Severe spasticity in the upper extremity can lead to a fisted hand. In the lower extremity it leads to the foot pointing down at the ankle (plantarflexion). 

So how should you stretch spastic muscles? One way is manually. In the ankle is pretty easy. Stand up. This is called a "weigtbearing" stretch. But in the upper extremity... ah, it can be difficult to stretch a fisted hand. It's not just that you're dealing with stretching over all of the joints of the fingers (12 in all). If that you can't fully stretch the fingers without also stretching the wrist. The reason they have to do both gets technical. The muscles that control the fingers, also control the wrist. So to get everything fully stretched you have to extend both the wrist and fingers. "Extend" means that the fingers would be perfectly straight, and the wrist would be pushed back as far as possible.

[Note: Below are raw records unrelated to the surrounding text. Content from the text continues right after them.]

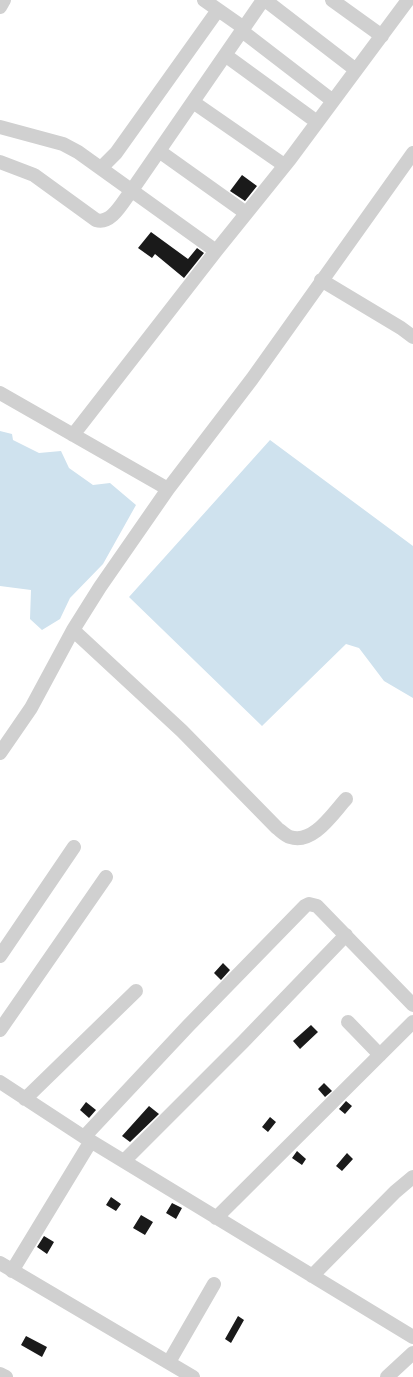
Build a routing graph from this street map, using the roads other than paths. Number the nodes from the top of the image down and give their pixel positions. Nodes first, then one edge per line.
1 (4, 0) edge
2 (204, 0) edge
3 (264, 0) edge
4 (332, 0) edge
5 (408, 0) edge
6 (0, 7) edge
7 (218, 10) junction
8 (243, 30) junction
9 (382, 36) junction
10 (225, 55) junction
11 (356, 70) junction
12 (333, 100) junction
13 (193, 102) junction
14 (317, 122) junction
15 (0, 127) edge
16 (159, 151) junction
17 (413, 153) edge
18 (0, 162) edge
19 (284, 166) junction
20 (101, 168) junction
21 (132, 190) junction
22 (246, 214) junction
23 (216, 251) junction
24 (321, 280) junction
25 (413, 336) edge
26 (0, 393) edge
27 (73, 435) junction
28 (168, 489) junction
29 (74, 630) junction
30 (2, 745) edge
31 (346, 799) dead end
32 (74, 847) dead end
33 (106, 877) dead end
34 (346, 934) junction
35 (0, 956) edge
36 (136, 990) dead end
37 (413, 1005) edge
38 (348, 1022) dead end
39 (413, 1022) edge
40 (0, 1030) edge
41 (380, 1056) junction
42 (0, 1082) edge
43 (25, 1099) junction
44 (87, 1139) junction
45 (124, 1161) junction
46 (413, 1177) edge
47 (216, 1218) junction
48 (0, 1264) edge
49 (12, 1271) junction
50 (312, 1276) junction
51 (214, 1284) dead end
52 (413, 1337) edge
53 (412, 1356) edge
54 (169, 1362) junction
55 (0, 1374) edge
56 (6, 1377) edge
57 (193, 1377) edge
58 (387, 1377) edge

1 - 6 street
2 - 7 street
3 - 8 street
3 - 11 street
4 - 9 street
5 - 9 street
7 - 8 street
7 - 20 street
8 - 10 street
8 - 12 street
9 - 11 street
10 - 13 street
10 - 14 street
11 - 12 street
12 - 14 street
13 - 16 street
13 - 19 street
14 - 19 street
15 - 20 street
16 - 21 street
16 - 22 street
17 - 24 street
18 - 21 street
19 - 22 street
20 - 21 street
21 - 23 street
22 - 23 street
23 - 27 street
24 - 25 street
24 - 28 street
26 - 27 street
27 - 28 street
28 - 29 street
29 - 30 street
29 - 31 street
32 - 35 street
33 - 40 street
34 - 37 street
34 - 44 street
34 - 45 street
36 - 43 street
38 - 41 street
39 - 41 street
41 - 47 street
42 - 43 street
43 - 44 street
44 - 45 street
44 - 49 street
45 - 47 street
46 - 50 street
47 - 50 street
48 - 49 street
49 - 54 street
50 - 52 street
51 - 54 street
53 - 58 street
54 - 57 street
55 - 56 street

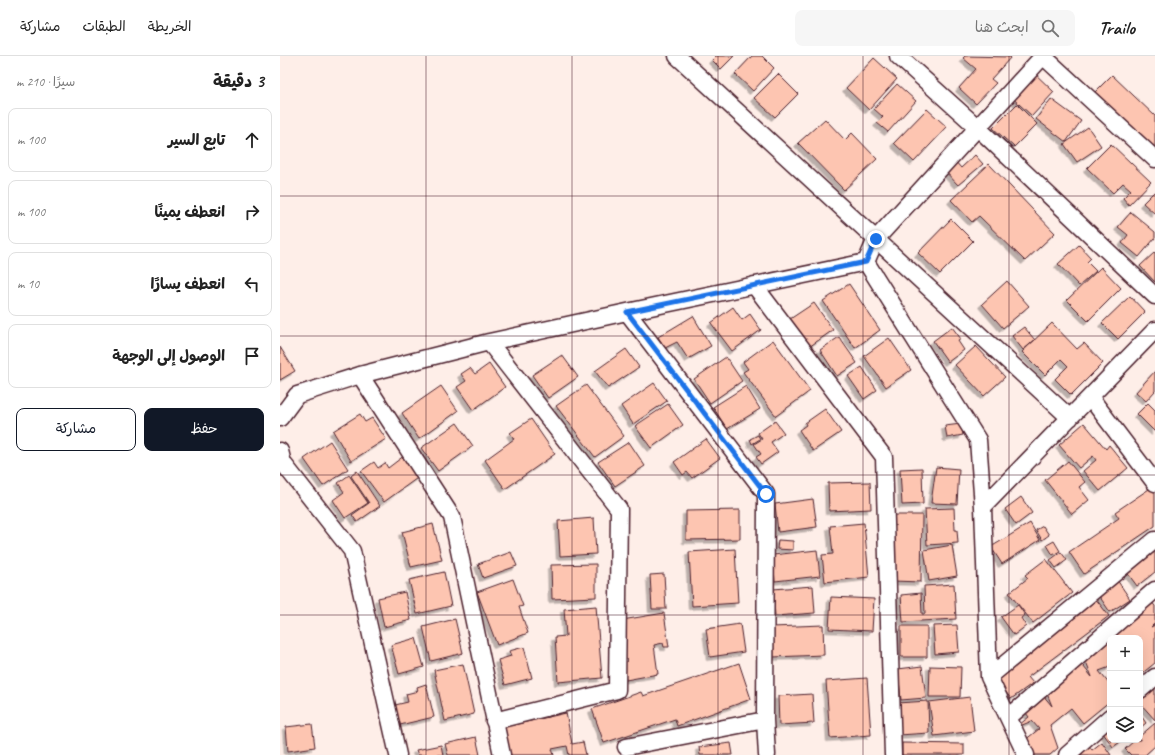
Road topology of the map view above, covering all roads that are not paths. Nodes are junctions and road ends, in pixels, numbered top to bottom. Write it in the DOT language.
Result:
graph roads {
  1 [pos="677,56"];
  2 [pos="898,56"];
  3 [pos="1043,56"];
  4 [pos="978,128"];
  5 [pos="1155,159"];
  6 [pos="876,239"];
  7 [pos="866,262"];
  8 [pos="754,285"];
  9 [pos="1155,296"];
  10 [pos="627,312"];
  11 [pos="1155,330"];
  12 [pos="489,342"];
  13 [pos="360,375"];
  14 [pos="1090,397"];
  15 [pos="280,418"];
  16 [pos="1070,418"];
  17 [pos="280,451"];
  18 [pos="1155,483"];
  19 [pos="983,507"];
  20 [pos="1155,540"];
  21 [pos="1155,590"];
  22 [pos="989,677"];
  23 [pos="1155,677"];
  24 [pos="1143,687"];
  25 [pos="1009,717"];
  26 [pos="764,720"];
  27 [pos="1107,720"];
  28 [pos="494,721"];
  29 [pos="626,747"];
  30 [pos="398,755"];
  31 [pos="502,755"];
  32 [pos="767,755"];
  33 [pos="893,755"];
  34 [pos="1026,755"];
  35 [pos="1067,755"];
  1 -- 6 [label="street"];
  2 -- 4 [label="street"];
  3 -- 4 [label="street"];
  3 -- 5 [label="street"];
  4 -- 6 [label="street"];
  4 -- 9 [label="street"];
  6 -- 7 [label="street"];
  6 -- 16 [label="street"];
  7 -- 8 [label="street"];
  7 -- 19 [label="street"];
  8 -- 10 [label="street"];
  8 -- 33 [label="street"];
  10 -- 12 [label="street"];
  10 -- 26 [label="street"];
  11 -- 14 [label="street"];
  12 -- 13 [label="street"];
  12 -- 28 [label="street"];
  13 -- 15 [label="street"];
  13 -- 28 [label="street"];
  14 -- 16 [label="street"];
  14 -- 18 [label="street"];
  16 -- 19 [label="street"];
  17 -- 30 [label="street"];
  19 -- 22 [label="street"];
  20 -- 22 [label="street"];
  21 -- 25 [label="street"];
  22 -- 25 [label="street"];
  23 -- 24 [label="street"];
  25 -- 34 [label="street"];
  26 -- 29 [label="street"];
  26 -- 32 [label="street"];
  27 -- 35 [label="street"];
  28 -- 31 [label="street"];
}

There was a very influential neuroscientists and Nobel laureate named Sir Charles Sherrington. Sherrington made many discoveries about the nervous system. One of the things that he discovered is that for one set of muscles to contract, the other set of muscles would have to relax. Let's use that hand as an example. For the muscles to open the hand to work properly the muscles that close the hand after relax. Otherwise those muscles would be fighting themselves. Which Sherrington discovered was that in a healthy (non-stroke) situation, when there was an attempt to open the hand the muscles that close the hand would relax. If you want to get technical, it's called reciprocal inhibition.

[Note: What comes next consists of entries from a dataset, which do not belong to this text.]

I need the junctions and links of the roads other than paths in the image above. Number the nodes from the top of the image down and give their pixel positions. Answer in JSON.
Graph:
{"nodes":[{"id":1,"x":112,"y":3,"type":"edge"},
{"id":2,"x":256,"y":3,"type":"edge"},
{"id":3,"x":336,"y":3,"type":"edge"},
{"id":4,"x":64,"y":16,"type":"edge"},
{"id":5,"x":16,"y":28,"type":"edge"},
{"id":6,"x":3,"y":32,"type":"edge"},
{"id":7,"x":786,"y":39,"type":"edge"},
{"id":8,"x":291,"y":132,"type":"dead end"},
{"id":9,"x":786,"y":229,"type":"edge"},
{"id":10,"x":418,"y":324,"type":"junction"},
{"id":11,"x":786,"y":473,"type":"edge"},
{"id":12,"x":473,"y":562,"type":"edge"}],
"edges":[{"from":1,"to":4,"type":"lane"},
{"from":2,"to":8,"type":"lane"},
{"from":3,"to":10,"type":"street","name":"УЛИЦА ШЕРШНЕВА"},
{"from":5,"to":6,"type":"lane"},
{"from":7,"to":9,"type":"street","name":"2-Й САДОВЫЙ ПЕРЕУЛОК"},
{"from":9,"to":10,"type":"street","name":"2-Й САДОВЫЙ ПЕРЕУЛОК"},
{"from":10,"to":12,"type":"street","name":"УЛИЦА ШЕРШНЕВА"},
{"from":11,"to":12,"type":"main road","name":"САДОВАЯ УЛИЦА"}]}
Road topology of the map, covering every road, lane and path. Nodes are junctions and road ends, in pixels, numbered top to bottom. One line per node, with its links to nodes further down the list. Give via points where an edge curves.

Trying to stretch the fingers into an open position, while also extending the wrist with a spastic stroke survivor is a bit like herding cats. It's tough to get all of those joints (were up to 13 now) going in the right direction. This is where e-stim can come in.

Because e-stim makes the finger extensors and the wrist extensors fire, it also forces the wrist and finger flexors to relax (reciprocal inhibition). In this case, the electrodes would be put on the back of the forearm with the muscles that open the hand and wrist are. Again, the e-stim would go through the electrodes into the back of the forearm fire the muscles that extend the fingers and wrist. And... at the same time... relax the muscles that close the fingers and wrist.

Talk to your therapist. If you have a lot of spasticity this is something that you can do at home, once trained. The technology tends to be relatively inexpensive, and can be used for an extended period of time. But again, talk to a therapist, and get them to figure out what the right settings and dosage or for you, and then e-stim away!


Jul 2, 2019

Why a little means a lot



10°. 

10° is all you need to qualify for constraint induced therapy. Just a tiny bit of movement. Just a little bit of movement in the fingers and a little bit of movement in the wrist. This would be movement that many clinicians would call "nonfunctional" movement. That is, many clinicians make the unfortunate mistake of thinking that a small amount of movement is not helpful. The thinking is, small amounts of movement won't help you live your life, so who cares?

But every bit of neuroscience is very clear about this: a little bit movement can lead to more movement through repetitive and demanding practice. Move as much as you can. It may be ugly, it may be "incorrect," it may be "nonfunctional," and it may be "useless." But this is probably more true: Small amounts of movement may turn into something beautiful, something correct, something functional, and something useful. If someone is telling you that your movement is unimportant, or harmful, or irrelevant, politely don't listen.